L’inizio di un amore riceve un’attenzione così sproporzionata perché non è destinato a essere solo una fase tra le tante; per i romantici, è un concentrato di tutto ciò che c’è di significativo nell’amore in sé. Ecco perché il narratore delle storie d’amore, dopo che la coppia ha trionfato su una sfilza di difficoltà iniziali, è spesso costretto a consegnarla a un non meglio specificato futuro di felicità o a farla fuori. Quello che chiamiamo amore di solito non è che l’inizio dell’amore.
È curioso, osservano Rabih e sua moglie, che venga chiesto loro così di rado cosa sia successo dopo il primo incontro, come se la curiosità per la vera storia della loro relazione non fosse né lecita né utile. In pubblico non hanno mai affrontato la domanda che davvero li preoccupa: «com’è essere sposati da qualche tempo?»
Le storie di relazioni rimaste salde per decenni senza calamità e senza gioie eclatanti rimangono – cosa affascinante e preoccupante – eccezioni tra quelle che osiamo raccontarci sul corso dell’amore.

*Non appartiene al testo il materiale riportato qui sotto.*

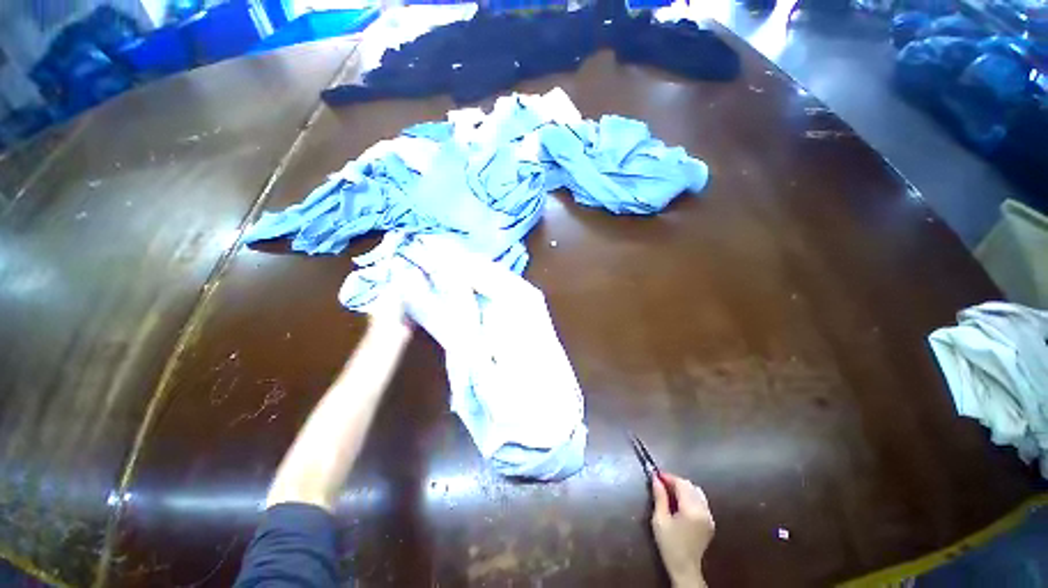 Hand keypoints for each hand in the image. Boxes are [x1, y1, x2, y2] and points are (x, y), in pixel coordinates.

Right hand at [652, 474, 713, 587]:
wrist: (685, 568)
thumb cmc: (669, 545)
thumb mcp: (660, 520)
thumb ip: (659, 497)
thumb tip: (655, 478)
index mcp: (692, 510)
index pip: (681, 484)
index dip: (668, 477)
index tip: (656, 475)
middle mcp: (704, 511)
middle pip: (690, 486)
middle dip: (675, 481)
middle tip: (660, 483)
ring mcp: (709, 517)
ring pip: (697, 492)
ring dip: (683, 488)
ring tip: (670, 492)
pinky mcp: (710, 522)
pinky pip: (701, 501)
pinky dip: (690, 496)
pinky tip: (680, 502)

È stato così, questo inizio a cui si dedica troppa attenzione: Rabih ha trentun anni e vive in una città che conosce e capisce poco. Prima abitava a Londra, ma di recente si è trasferito a Edimburgo. Lo studio di architettura presso cui lavorava ha dimezzato il personale per la perdita inaspettata di una commessa, e lui è stato costretto a gettare le reti più lontano di quanto avrebbe voluto, finendo per accettare un posto in uno studio scozzese di urbanistica, specializzato in piazze e svincoli stradali.

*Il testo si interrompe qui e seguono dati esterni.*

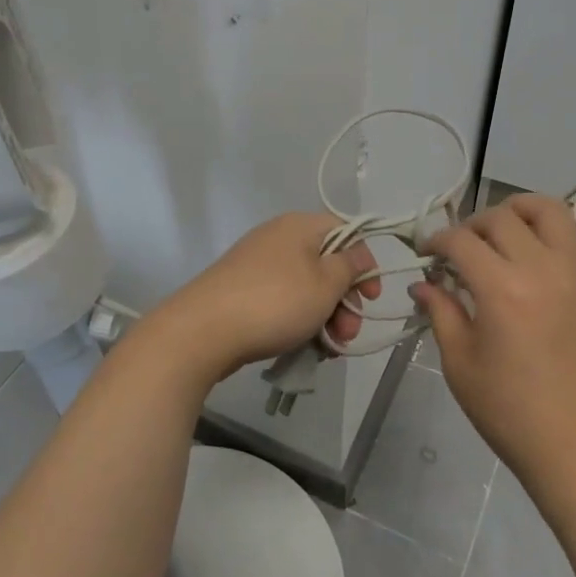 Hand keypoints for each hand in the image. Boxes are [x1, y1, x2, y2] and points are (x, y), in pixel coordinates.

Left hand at [155, 213, 379, 379]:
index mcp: (299, 226)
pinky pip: (282, 301)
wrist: (203, 330)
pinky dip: (298, 321)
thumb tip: (358, 254)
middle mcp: (278, 238)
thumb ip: (349, 267)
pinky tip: (304, 348)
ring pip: (305, 288)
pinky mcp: (242, 291)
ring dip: (324, 317)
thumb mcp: (325, 284)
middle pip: (326, 264)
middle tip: (349, 334)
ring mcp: (257, 265)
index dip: (364, 263)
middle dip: (344, 302)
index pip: (345, 232)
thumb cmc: (275, 302)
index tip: (372, 297)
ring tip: (328, 350)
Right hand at [412, 194, 575, 494]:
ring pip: (551, 212)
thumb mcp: (459, 363)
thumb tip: (422, 284)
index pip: (460, 241)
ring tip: (507, 226)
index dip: (436, 241)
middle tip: (461, 251)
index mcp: (500, 289)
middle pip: (502, 218)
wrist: (574, 446)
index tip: (426, 255)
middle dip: (472, 226)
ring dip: (522, 208)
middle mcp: (541, 269)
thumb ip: (441, 312)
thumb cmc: (507, 410)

Da qualche anno è single, dopo il naufragio di una relazione con una grafica. Si è iscritto a una palestra e a un sito di appuntamenti. È stato all’inaugurazione di una galleria che espone manufatti celtici. Ha partecipato a un fiume di eventi vagamente legati al suo lavoro. Tutto invano. Gli è capitato di provare una sintonia intellettuale con una donna, ma senza attrazione fisica e viceversa. O peggio ancora: una scintilla di speranza e poi l’accenno a un compagno, di solito poco lontano e con un’aria da carceriere. Eppure Rabih non si rassegna. È un romantico. E alla fine, dopo tante domeniche vuote, finalmente succede, quasi come gli è stato insegnato – soprattutto dall’arte – ad aspettarsi che accadesse. La rotonda è sulla A720, in direzione sud dal centro di Edimburgo, e collega la strada principale a una via chiusa di villette affacciate su un campo da golf e uno stagno. È un incarico che Rabih ha accettato non tanto perché gli interessi, quanto per gli obblighi imposti dalla sua posizione di nuovo arrivato. Dalla parte del cliente, in un primo tempo la supervisione era stata assegnata a un geometra dell’ufficio topografico municipale, che però, il giorno prima dell’inizio dei lavori, aveva subito un lutto ed era quindi stato sostituito da una collega più giovane. Si stringono la mano sul cantiere, una mattina nuvolosa all’inizio di giugno, poco dopo le undici. Kirsten McLelland indossa un giubbino catarifrangente, l’elmetto e un paio di scarponi pesanti. Rabih Khan non riesce a sentire molto di quello che gli sta dicendo, non solo per il sussulto ripetitivo di un compressore idraulico lì vicino, ma anche perché, come imparerà presto, Kirsten parla spesso a bassa voce, la voce della nativa Inverness che ha l’abitudine di scemare prima di aver completato una frase, come se chi parla avesse improvvisamente scoperto un’obiezione a quello che sta dicendo o fosse passato ad altre priorità. Nonostante l’abbigliamento (anzi, a dire il vero, in parte proprio per il suo abbigliamento), Rabih nota subito in Kirsten dei tratti fisici e psicologici a cui è sensibile. La osserva reagire, impassibile e divertita, all’atteggiamento di sufficienza dei dodici energumeni della squadra; osserva la diligenza con cui passa in rassegna i vari punti del programma, la sicurezza con cui trascura i dettami della moda e l’individualità suggerita dalla leggera irregolarità degli incisivi superiori.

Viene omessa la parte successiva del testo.